[EXERCISE DESCRIPTION]
Search term "graph": copy each line of the records that contains it.
(AVAILABLE RECORDS begins)
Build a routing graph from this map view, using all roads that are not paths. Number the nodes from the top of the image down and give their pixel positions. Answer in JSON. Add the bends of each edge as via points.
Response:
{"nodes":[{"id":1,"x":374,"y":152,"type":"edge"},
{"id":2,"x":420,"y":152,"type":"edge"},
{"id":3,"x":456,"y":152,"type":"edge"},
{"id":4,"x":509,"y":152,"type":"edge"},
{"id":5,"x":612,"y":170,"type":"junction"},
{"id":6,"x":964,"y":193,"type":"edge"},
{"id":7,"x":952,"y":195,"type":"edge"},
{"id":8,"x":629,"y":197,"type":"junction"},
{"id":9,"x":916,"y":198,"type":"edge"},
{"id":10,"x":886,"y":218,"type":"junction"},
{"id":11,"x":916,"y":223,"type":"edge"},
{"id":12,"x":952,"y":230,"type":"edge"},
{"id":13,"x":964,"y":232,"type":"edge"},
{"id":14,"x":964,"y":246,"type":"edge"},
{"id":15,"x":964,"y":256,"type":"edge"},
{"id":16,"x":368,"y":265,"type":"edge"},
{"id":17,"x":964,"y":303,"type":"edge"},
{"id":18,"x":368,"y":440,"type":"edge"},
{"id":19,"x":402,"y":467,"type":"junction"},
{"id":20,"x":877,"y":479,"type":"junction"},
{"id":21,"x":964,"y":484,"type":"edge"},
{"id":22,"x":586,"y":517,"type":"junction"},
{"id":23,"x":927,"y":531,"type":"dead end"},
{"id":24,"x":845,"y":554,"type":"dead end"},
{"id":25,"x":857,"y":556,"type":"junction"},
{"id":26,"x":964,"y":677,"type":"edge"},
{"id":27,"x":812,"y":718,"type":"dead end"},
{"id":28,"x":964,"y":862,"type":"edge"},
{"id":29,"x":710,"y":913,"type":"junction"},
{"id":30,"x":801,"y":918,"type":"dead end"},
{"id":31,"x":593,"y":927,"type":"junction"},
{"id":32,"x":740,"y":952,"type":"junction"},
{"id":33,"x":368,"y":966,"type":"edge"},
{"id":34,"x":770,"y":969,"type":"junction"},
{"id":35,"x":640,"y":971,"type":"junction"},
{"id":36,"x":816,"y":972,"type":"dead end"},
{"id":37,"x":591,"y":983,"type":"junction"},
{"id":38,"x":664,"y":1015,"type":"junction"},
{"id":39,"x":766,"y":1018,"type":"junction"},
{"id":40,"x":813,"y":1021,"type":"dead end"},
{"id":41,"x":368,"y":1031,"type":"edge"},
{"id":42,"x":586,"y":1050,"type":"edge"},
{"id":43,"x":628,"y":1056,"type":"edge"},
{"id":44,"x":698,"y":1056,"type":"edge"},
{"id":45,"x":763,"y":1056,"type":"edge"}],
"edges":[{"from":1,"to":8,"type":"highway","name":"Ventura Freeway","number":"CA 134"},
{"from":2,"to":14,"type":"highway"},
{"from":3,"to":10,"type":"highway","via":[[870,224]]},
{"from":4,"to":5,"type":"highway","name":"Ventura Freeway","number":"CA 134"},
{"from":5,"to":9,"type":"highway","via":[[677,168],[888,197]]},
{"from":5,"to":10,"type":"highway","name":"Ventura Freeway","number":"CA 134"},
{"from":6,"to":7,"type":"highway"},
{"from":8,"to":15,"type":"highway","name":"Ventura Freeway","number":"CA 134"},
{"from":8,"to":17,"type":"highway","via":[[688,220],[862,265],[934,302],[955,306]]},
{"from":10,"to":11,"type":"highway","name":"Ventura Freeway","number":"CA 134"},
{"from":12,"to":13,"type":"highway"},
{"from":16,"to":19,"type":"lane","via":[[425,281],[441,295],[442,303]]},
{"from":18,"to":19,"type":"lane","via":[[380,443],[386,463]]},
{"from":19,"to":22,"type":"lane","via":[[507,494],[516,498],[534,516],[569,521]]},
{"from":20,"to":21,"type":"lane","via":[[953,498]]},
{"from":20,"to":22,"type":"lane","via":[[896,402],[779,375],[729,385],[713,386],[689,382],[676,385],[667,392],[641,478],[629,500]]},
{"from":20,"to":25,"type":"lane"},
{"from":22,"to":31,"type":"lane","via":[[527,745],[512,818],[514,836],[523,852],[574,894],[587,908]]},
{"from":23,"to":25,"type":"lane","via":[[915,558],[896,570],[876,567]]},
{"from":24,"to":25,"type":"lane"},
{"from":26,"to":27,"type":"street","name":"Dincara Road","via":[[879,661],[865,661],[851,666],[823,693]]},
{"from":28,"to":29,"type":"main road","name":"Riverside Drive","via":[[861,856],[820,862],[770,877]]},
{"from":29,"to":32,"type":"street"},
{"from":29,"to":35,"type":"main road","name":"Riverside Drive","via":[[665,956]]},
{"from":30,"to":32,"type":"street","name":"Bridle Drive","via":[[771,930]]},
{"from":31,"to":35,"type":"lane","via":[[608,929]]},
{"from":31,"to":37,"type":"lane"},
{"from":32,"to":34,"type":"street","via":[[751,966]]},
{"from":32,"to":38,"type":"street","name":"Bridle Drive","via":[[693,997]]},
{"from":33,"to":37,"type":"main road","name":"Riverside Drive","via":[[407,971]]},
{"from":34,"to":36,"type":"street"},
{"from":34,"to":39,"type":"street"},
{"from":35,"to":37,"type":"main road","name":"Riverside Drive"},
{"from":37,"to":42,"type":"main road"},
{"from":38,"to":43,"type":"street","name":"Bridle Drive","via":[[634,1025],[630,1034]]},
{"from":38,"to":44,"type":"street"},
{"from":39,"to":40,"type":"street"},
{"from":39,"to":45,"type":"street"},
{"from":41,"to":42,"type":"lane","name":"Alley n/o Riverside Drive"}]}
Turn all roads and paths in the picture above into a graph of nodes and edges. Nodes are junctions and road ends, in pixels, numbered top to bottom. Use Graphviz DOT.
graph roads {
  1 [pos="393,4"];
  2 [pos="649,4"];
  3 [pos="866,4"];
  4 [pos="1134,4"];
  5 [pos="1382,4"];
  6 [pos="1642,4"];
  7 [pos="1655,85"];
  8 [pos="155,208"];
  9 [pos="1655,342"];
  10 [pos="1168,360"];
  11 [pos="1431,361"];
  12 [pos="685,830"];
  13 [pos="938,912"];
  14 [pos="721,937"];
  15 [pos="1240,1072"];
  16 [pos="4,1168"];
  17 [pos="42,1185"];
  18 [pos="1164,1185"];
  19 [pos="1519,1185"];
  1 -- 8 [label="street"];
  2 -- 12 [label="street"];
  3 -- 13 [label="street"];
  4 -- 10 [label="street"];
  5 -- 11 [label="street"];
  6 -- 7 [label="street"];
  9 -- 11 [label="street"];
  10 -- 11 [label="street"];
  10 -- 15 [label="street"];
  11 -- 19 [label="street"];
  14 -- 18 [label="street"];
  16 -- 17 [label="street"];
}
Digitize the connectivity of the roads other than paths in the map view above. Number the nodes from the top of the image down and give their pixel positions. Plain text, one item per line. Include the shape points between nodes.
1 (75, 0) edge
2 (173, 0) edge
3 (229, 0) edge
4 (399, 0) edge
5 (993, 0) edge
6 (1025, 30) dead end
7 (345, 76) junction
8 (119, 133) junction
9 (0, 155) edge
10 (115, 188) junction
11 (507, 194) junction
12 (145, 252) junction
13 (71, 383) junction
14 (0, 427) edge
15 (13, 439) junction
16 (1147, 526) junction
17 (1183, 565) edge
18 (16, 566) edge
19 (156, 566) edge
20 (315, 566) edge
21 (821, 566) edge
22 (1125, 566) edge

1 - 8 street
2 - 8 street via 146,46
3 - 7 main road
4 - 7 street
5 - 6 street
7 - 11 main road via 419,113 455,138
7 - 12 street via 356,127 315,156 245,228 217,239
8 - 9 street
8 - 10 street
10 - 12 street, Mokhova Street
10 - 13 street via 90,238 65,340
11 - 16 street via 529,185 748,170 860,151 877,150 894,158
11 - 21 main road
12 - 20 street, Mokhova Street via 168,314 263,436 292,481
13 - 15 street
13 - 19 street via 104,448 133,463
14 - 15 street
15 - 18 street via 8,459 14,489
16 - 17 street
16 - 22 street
(AVAILABLE RECORDS ends)
[OUTPUT FOR THIS EXERCISE]
Build a routing graph from this map view, using all roads that are not paths. Number the nodes from the top of the image down and give their pixel positions. Answer in JSON. Add the bends of each edge as via points.
Turn all roads and paths in the picture above into a graph of nodes and edges. Nodes are junctions and road ends, in pixels, numbered top to bottom. Use Graphviz DOT.
graph roads {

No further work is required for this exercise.